> [RECORDS FOR THIS TASK]:
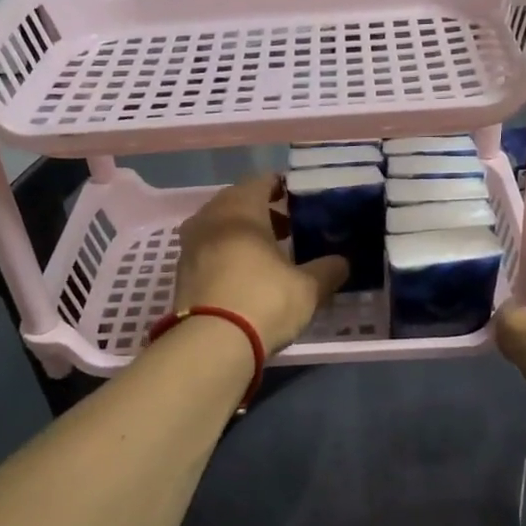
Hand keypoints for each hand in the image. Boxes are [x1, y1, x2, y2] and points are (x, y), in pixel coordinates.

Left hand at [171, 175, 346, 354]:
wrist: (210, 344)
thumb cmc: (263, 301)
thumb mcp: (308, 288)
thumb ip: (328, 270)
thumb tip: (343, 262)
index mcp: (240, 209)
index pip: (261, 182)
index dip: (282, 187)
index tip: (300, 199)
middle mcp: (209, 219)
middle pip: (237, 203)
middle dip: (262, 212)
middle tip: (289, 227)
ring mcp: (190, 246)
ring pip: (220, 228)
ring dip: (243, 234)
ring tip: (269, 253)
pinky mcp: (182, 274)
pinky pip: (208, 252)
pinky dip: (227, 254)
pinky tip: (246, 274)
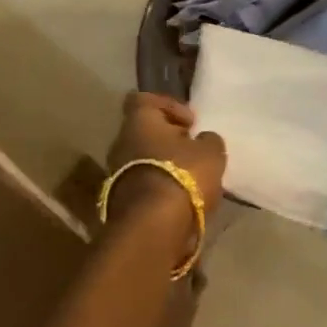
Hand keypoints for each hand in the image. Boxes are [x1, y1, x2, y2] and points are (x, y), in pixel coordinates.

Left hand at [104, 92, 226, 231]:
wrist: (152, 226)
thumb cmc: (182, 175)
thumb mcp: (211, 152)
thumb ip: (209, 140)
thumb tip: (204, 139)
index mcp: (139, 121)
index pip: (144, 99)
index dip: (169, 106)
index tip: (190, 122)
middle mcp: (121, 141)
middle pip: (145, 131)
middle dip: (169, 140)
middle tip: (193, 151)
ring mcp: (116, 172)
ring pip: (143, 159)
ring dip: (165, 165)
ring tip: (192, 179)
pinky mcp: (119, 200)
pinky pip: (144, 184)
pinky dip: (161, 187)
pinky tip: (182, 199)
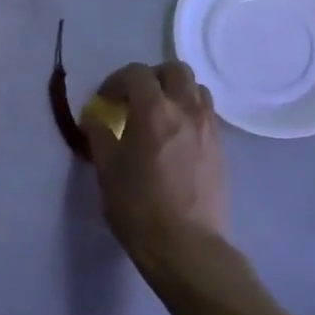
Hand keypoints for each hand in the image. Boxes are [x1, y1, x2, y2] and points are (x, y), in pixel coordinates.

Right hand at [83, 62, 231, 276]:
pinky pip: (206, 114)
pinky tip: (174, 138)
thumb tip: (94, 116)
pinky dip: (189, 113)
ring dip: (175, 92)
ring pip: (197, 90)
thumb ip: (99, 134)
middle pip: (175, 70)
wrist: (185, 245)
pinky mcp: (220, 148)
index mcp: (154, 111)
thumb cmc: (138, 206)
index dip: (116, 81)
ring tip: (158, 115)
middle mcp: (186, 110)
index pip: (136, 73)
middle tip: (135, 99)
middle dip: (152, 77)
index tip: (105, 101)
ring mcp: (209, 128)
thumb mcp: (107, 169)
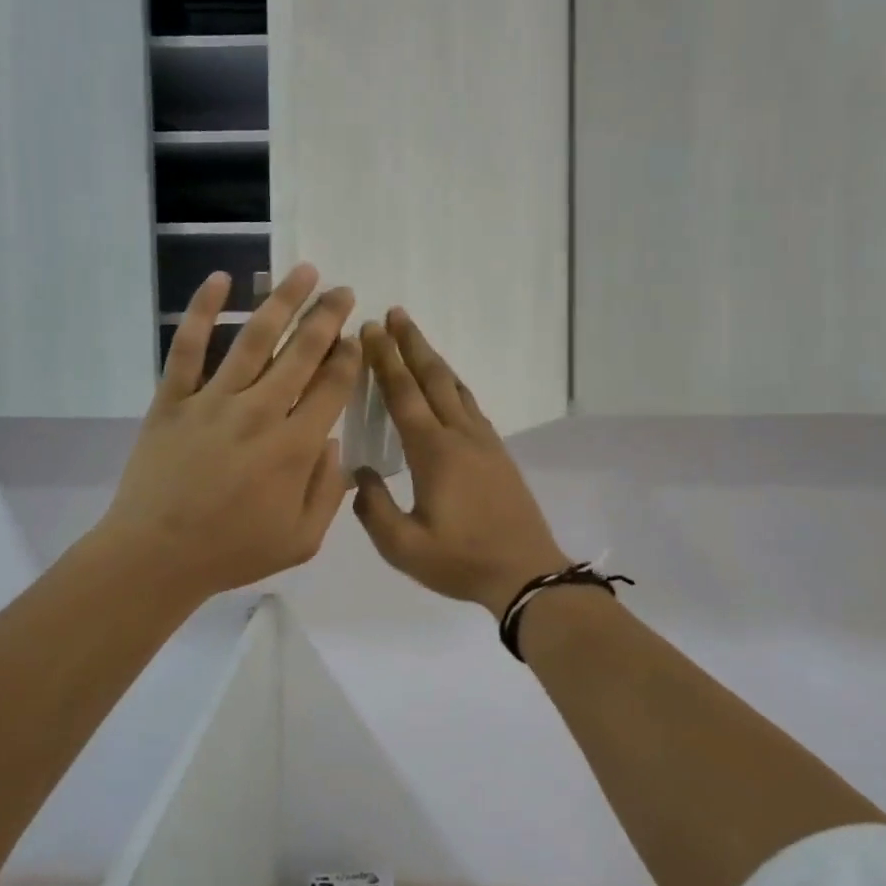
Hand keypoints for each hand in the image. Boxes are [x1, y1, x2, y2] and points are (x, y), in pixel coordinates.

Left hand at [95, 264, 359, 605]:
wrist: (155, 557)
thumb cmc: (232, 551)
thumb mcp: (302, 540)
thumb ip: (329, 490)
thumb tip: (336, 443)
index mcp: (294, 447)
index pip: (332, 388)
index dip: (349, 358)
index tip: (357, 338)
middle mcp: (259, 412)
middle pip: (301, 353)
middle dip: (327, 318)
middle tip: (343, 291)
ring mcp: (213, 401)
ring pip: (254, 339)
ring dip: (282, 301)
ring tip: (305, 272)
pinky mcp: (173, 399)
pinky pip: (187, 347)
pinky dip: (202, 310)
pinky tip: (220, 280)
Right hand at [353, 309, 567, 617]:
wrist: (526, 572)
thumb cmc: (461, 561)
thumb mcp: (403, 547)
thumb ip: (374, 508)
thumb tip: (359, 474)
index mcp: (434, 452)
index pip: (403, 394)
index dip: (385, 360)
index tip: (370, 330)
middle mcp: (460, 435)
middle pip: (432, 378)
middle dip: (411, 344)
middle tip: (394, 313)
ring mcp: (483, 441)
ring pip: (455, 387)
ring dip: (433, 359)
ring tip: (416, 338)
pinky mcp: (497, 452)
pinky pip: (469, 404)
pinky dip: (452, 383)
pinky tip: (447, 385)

> [WORK REQUIRED]:
Your reply is to repeat, unchanged, the lines above running from the one with "wrist: (185, 245)" up to and including the one with "index tip: (105, 101)".

> [RESULT OF THE EXERCISE]:
wrist: (185, 245)
pinky mcp: (220, 148)
index mcp: (154, 111)
thumb cmc: (138, 206)
index dip: (116, 81)
ring tip: (158, 115)
middle mcp: (186, 110)
index pip: (136, 73)
middle tip: (135, 99)
middle dip: (152, 77)
index tip: (105, 101)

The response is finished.